WHAT TO PRODUCE: Find all lines in the listing that include the word "ring", then copy them.

RAW DATA:
* * *

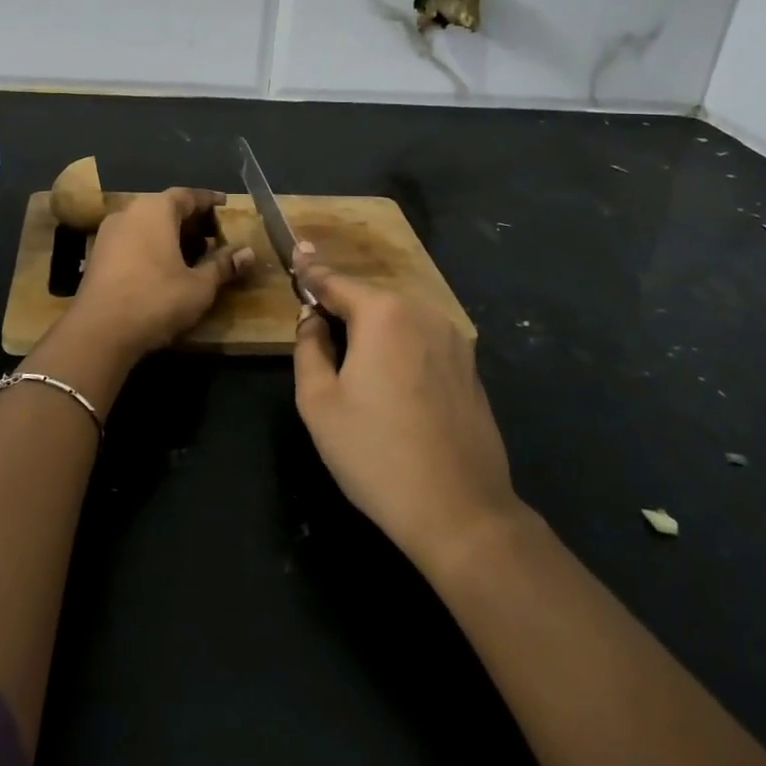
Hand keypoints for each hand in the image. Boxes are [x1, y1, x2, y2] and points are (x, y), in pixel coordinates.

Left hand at [68, 188, 253, 361]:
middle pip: (165, 207)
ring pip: (146, 224)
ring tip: (192, 253)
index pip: (187, 195)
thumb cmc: (155, 300)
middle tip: (213, 233)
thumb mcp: (199, 286)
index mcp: (155, 210)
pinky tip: (164, 267)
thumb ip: (223, 266)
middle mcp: (129, 212)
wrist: (98, 332)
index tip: (225, 204)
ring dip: (170, 234)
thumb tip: (248, 253)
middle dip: (190, 219)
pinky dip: (151, 246)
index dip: (209, 200)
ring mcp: (108, 233)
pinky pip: (132, 240)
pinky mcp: (97, 255)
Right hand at [292, 246, 525, 574]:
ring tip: (350, 355)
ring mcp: (454, 339)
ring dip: (372, 327)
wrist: (460, 511)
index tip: (295, 254)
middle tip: (316, 323)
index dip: (310, 272)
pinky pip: (423, 340)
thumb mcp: (319, 402)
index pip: (335, 282)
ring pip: (399, 319)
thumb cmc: (376, 454)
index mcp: (383, 314)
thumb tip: (311, 319)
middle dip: (342, 305)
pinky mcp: (470, 367)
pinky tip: (390, 380)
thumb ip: (308, 348)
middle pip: (369, 298)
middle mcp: (423, 313)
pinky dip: (400, 345)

* * *

SOLVED PROBLEM:
ring pip: (146, 224)
ring tip: (192, 253)
ring dip: (170, 234)
ring mcp: (108, 233)
ring tip: (350, 355)
ring mcp: (454, 339)
ring dip: (372, 327)
ring pip: (399, 319)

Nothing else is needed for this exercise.